Exercise.
Print every entry below exactly, leaving out the pictures.

Extracted records:
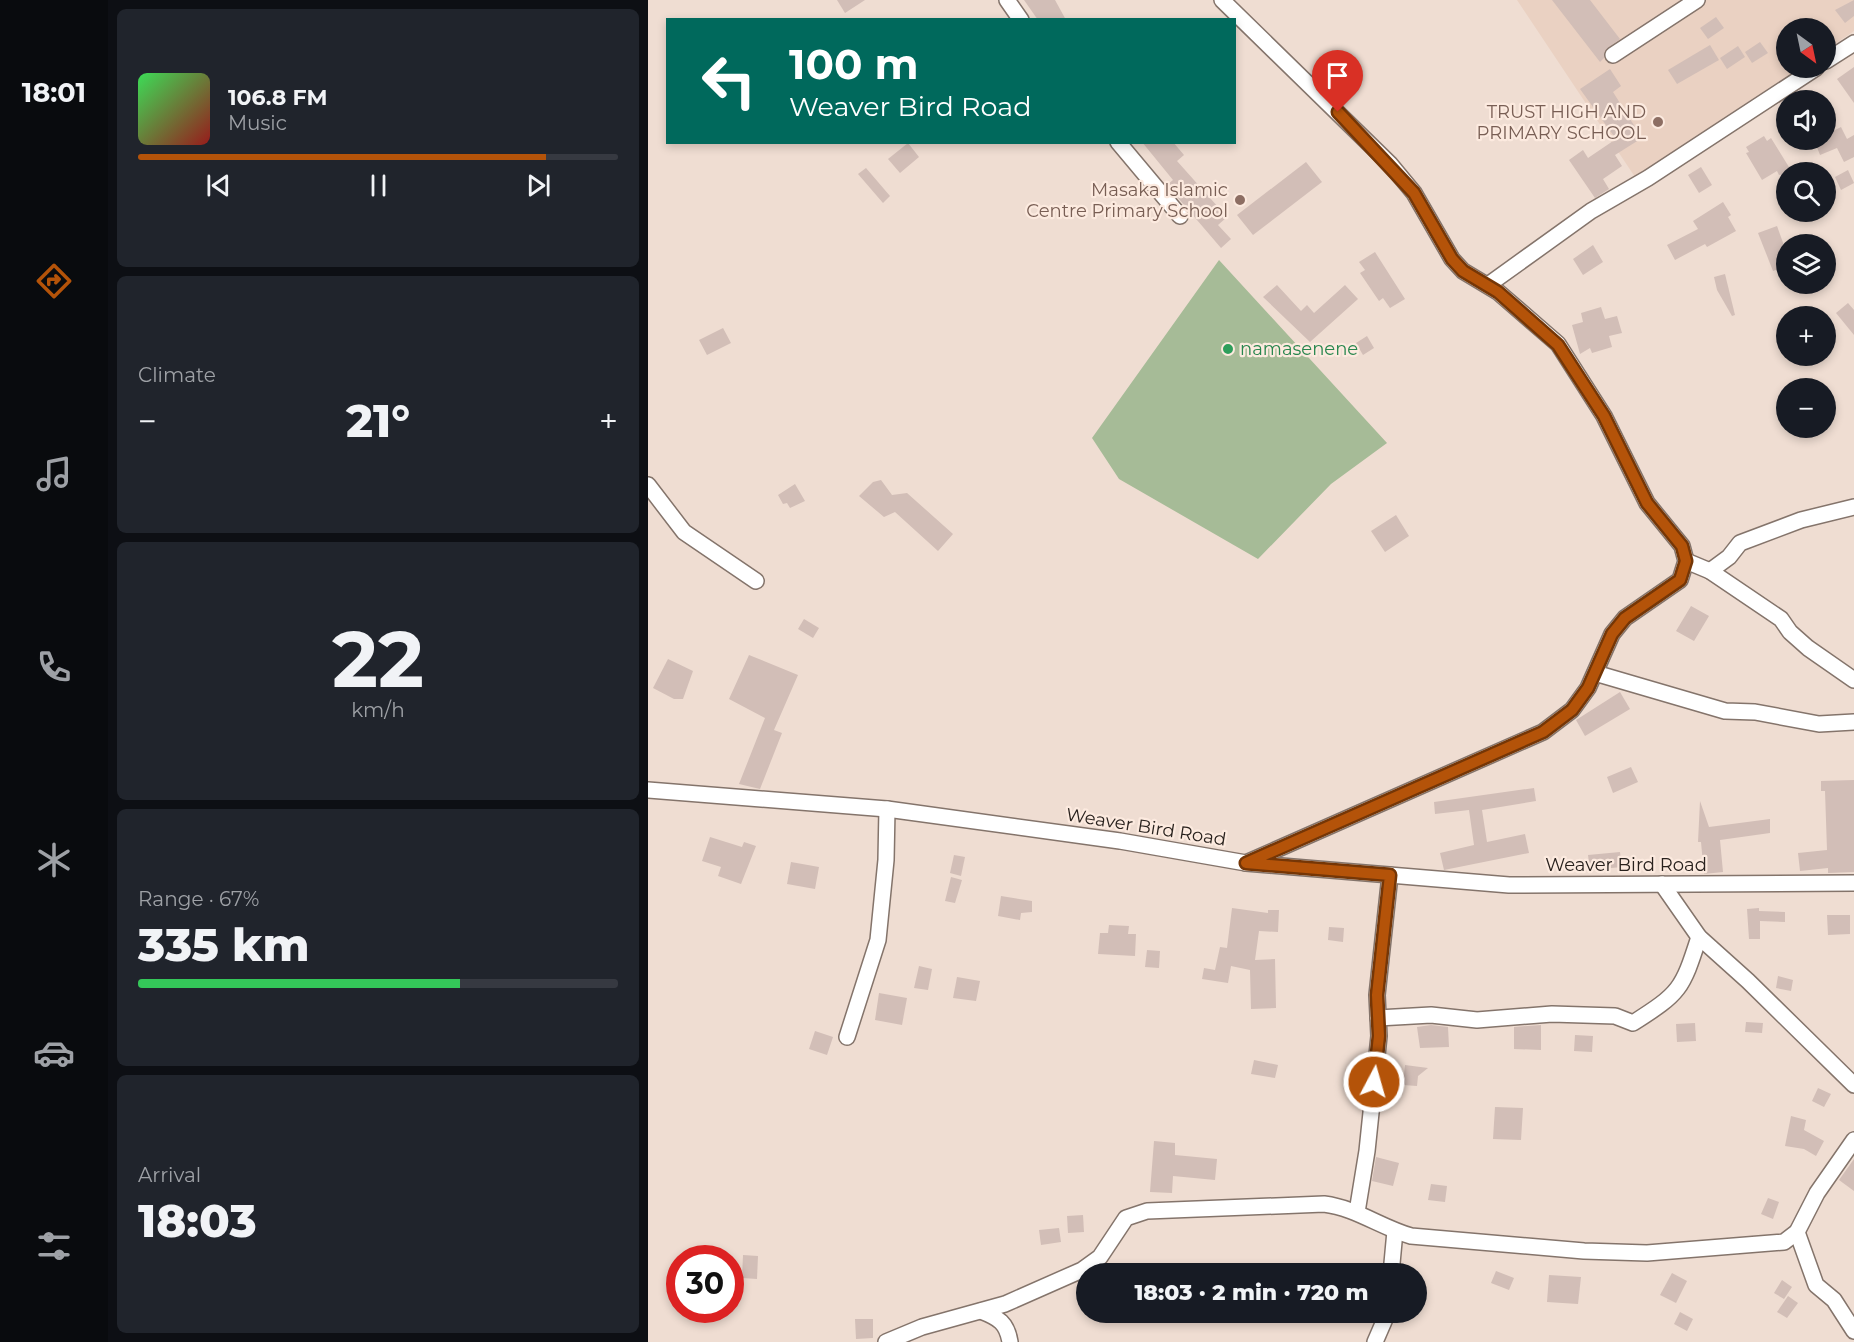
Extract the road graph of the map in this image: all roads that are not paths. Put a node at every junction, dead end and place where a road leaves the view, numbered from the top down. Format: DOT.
graph roads {
  1 [pos="1007,0"];
  2 [pos="1222,0"];
  3 [pos="1697,0"];
  4 [pos="1020,18"];
  5 [pos="1854,42"];
  6 [pos="1836,54"];
  7 [pos="1613,55"];
  8 [pos="1801,78"];
  9 [pos="1120,144"];
  10 [pos="1180,216"];
  11 [pos="1488,285"];
  12 [pos="648,485"];
  13 [pos="1854,507"];
  14 [pos="1686,561"];
  15 [pos="1710,571"];
  16 [pos="756,581"];
  17 [pos="1594,673"];
  18 [pos="1854,680"];
  19 [pos="1854,722"];
  20 [pos="648,790"];
  21 [pos="887,809"];
  22 [pos="1246,863"];
  23 [pos="1390,875"];
  24 [pos="1854,883"];
  25 [pos="1662,884"];
  26 [pos="1699,937"];
  27 [pos="1378,1017"];
  28 [pos="847,1037"];
  29 [pos="1854,1086"];
  30 [pos="1854,1140"];
  31 [pos="1357,1212"];
  32 [pos="1395,1231"];
  33 [pos="1797,1232"];
  34 [pos="1392,1263"];
  35 [pos="981,1311"];
  36 [pos="1384,1323"];
  37 [pos="1854,1331"];
  38 [pos="886,1342"];
  39 [pos="1010,1342"];
  40 [pos="1376,1342"];
  1 -- 4 [label="street"];
  2 -- 11 [label="street"];
  3 -- 7 [label="street"];
  5 -- 6 [label="street"];
  8 -- 11 [label="street"];
  9 -- 10 [label="street"];
  11 -- 14 [label="street"];
  12 -- 16 [label="street"];
  13 -- 15 [label="street"];
  14 -- 15 [label="street"];
  14 -- 17 [label="street"];
  15 -- 18 [label="street"];
  17 -- 19 [label="street"];
  17 -- 22 [label="street"];
  20 -- 21 [label="street, Weaver Bird Road"];
  21 -- 22 [label="street, Weaver Bird Road"];
  21 -- 28 [label="street"];
  22 -- 23 [label="street, Weaver Bird Road"];
  23 -- 25 [label="street, Weaver Bird Road"];
  23 -- 27 [label="street"];
  24 -- 25 [label="street, Weaver Bird Road"];
  25 -- 26 [label="street"];
  26 -- 27 [label="street"];
  26 -- 29 [label="street"];
  27 -- 31 [label="street"];
  30 -- 33 [label="street"];
  31 -- 32 [label="street"];
  31 -- 35 [label="street"];
  32 -- 33 [label="street"];
  32 -- 34 [label="street"];
  33 -- 37 [label="street"];
  35 -- 38 [label="street"];
  35 -- 39 [label="street"];
  36 -- 40 [label="street"];
}
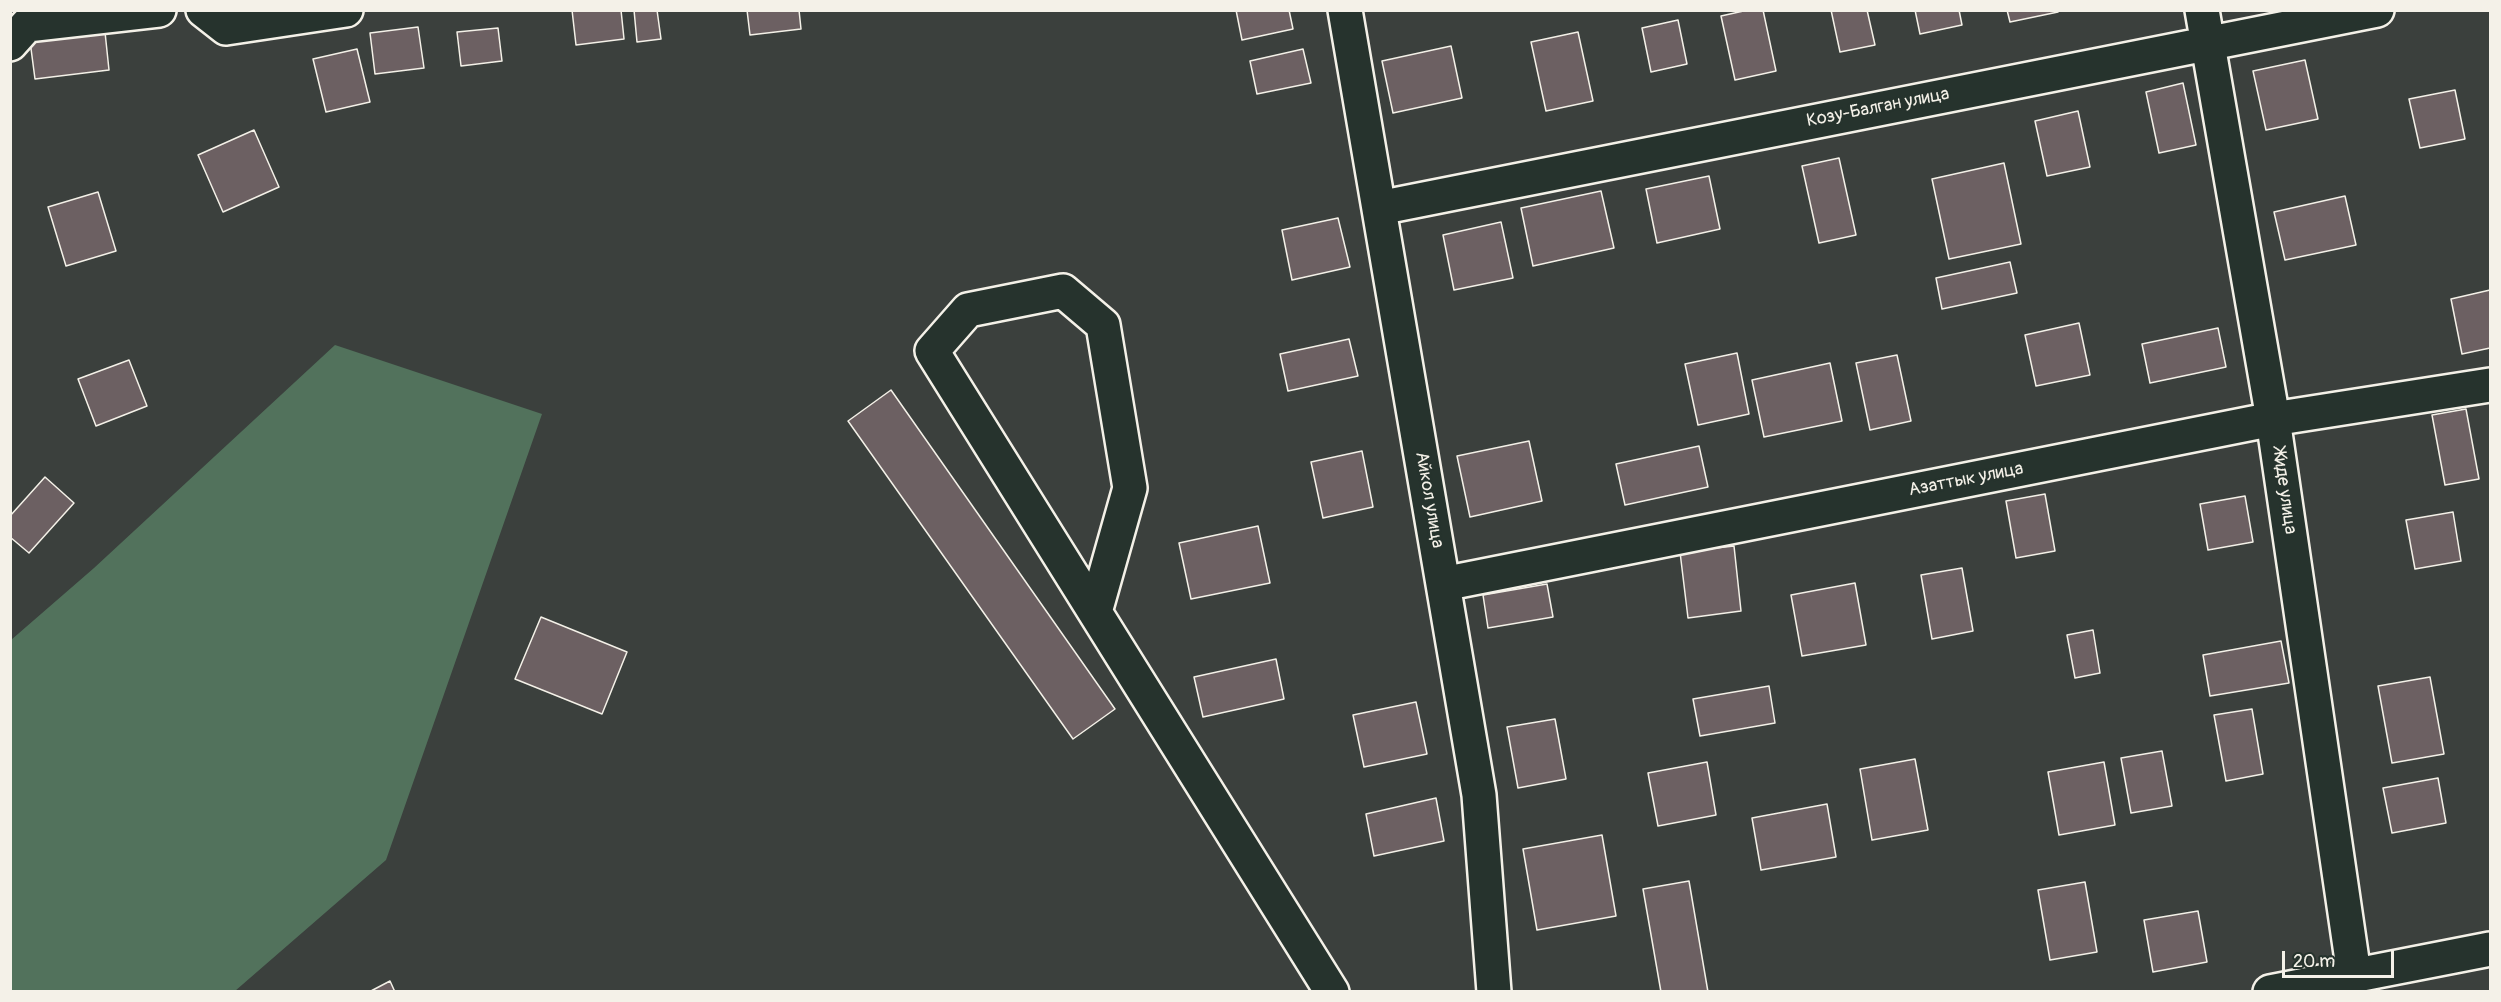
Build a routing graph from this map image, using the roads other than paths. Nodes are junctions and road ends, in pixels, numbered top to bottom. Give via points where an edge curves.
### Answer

Answer section.
Extract the road graph of the map in this image: all roads that are not paths. Put a node at every junction, dead end and place where a road leaves the view, numbered from the top down. Format: DOT.
graph roads {
  1 [pos="1007,0"];
  2 [pos="1222,0"];
  3 [pos="1697,0"];
  4 [pos="1020,18"];
  5 [pos="1854,42"];
  6 [pos="1836,54"];
  7 [pos="1613,55"];
  8 [pos="1801,78"];
  9 [pos="1120,144"];
  10 [pos="1180,216"];
  11 [pos="1488,285"];
  12 [pos="648,485"];
  13 [pos="1854,507"];
  14 [pos="1686,561"];
  15 [pos="1710,571"];
  16 [pos="756,581"];
  17 [pos="1594,673"];
  18 [pos="1854,680"];
  19 [pos="1854,722"];
  20 [pos="648,790"];
  21 [pos="887,809"];
  22 [pos="1246,863"];
  23 [pos="1390,875"];
  24 [pos="1854,883"];
  25 [pos="1662,884"];
  26 [pos="1699,937"];
  27 [pos="1378,1017"];
  28 [pos="847,1037"];
  29 [pos="1854,1086"];
  30 [pos="1854,1140"];
  31 [pos="1357,1212"];
  32 [pos="1395,1231"];
  33 [pos="1797,1232"];
  34 [pos="1392,1263"];
  35 [pos="981,1311"];
  36 [pos="1384,1323"];
  37 [pos="1854,1331"];
  38 [pos="886,1342"];
  39 [pos="1010,1342"];
  40 [pos="1376,1342"];
  1 -- 4 [label="street"];
  2 -- 11 [label="street"];
  3 -- 7 [label="street"];
  5 -- 6 [label="street"];
  8 -- 11 [label="street"];
  9 -- 10 [label="street"];
  11 -- 14 [label="street"];
  12 -- 16 [label="street"];
  13 -- 15 [label="street"];
  14 -- 15 [label="street"];
  14 -- 17 [label="street"];
  15 -- 18 [label="street"];
  17 -- 19 [label="street"];
  17 -- 22 [label="street"];
  20 -- 21 [label="street, Weaver Bird Road"];
  21 -- 22 [label="street, Weaver Bird Road"];
  21 -- 28 [label="street"];
  22 -- 23 [label="street, Weaver Bird Road"];
  23 -- 25 [label="street, Weaver Bird Road"];
  23 -- 27 [label="street"];
  24 -- 25 [label="street, Weaver Bird Road"];
  25 -- 26 [label="street"];
  26 -- 27 [label="street"];
  26 -- 29 [label="street"];
  27 -- 31 [label="street"];
  30 -- 33 [label="street"];
  31 -- 32 [label="street"];
  31 -- 35 [label="street"];
  32 -- 33 [label="street"];
  32 -- 34 [label="street"];
  33 -- 37 [label="street"];
  35 -- 38 [label="street"];
  35 -- 39 [label="street"];
  36 -- 40 [label="street"];
}
Build a routing graph from this map image, using the roads other than paths. Nodes are junctions and road ends, in pixels, numbered top to bottom. Give via points where an edge curves.
### Answer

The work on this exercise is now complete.